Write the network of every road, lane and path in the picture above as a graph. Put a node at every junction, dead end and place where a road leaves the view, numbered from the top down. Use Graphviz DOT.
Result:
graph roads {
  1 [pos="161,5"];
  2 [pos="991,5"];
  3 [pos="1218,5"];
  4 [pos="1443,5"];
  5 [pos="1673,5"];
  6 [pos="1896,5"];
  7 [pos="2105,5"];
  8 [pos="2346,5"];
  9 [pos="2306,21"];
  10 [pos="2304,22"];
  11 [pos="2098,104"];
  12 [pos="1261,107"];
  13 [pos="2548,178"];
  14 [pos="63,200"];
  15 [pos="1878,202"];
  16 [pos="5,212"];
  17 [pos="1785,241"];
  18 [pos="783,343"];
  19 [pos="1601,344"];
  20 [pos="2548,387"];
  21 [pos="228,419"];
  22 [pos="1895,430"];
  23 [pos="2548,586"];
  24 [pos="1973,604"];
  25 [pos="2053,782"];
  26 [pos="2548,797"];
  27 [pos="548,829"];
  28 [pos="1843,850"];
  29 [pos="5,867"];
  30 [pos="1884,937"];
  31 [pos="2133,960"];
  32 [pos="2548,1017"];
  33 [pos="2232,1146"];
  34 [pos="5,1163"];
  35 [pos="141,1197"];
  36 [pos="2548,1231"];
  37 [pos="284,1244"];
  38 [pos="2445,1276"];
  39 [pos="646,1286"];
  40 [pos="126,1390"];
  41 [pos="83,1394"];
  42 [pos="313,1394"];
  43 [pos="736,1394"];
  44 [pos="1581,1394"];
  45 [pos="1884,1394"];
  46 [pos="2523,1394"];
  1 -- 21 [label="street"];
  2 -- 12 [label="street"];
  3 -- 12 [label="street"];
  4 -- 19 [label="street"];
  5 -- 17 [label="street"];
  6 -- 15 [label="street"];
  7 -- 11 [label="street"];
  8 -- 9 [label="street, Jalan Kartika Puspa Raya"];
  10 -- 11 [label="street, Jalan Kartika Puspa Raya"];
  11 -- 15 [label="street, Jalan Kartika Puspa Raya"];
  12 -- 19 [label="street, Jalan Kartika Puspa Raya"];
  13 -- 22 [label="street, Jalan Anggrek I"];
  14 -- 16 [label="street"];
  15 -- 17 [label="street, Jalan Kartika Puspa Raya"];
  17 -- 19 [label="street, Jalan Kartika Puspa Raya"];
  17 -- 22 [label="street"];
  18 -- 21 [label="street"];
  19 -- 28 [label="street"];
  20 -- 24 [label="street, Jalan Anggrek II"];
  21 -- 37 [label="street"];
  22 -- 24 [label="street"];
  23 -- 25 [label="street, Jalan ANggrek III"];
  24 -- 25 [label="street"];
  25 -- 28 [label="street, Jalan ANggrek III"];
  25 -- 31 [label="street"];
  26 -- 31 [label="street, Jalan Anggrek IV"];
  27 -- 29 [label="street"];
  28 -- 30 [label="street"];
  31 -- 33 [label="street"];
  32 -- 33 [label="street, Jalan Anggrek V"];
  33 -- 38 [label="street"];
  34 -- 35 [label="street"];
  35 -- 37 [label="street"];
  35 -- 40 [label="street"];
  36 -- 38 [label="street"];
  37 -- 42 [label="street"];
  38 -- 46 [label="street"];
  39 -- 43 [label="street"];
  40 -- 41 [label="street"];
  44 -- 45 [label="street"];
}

- WHAT IS REQUIRED -
Find every line in the records that uses the string "Puspa", then copy it.

- WORKED SOLUTION -
  8 -- 9 [label="street, Jalan Kartika Puspa Raya"];
  10 -- 11 [label="street, Jalan Kartika Puspa Raya"];
  11 -- 15 [label="street, Jalan Kartika Puspa Raya"];
  12 -- 19 [label="street, Jalan Kartika Puspa Raya"];
  15 -- 17 [label="street, Jalan Kartika Puspa Raya"];
  17 -- 19 [label="street, Jalan Kartika Puspa Raya"];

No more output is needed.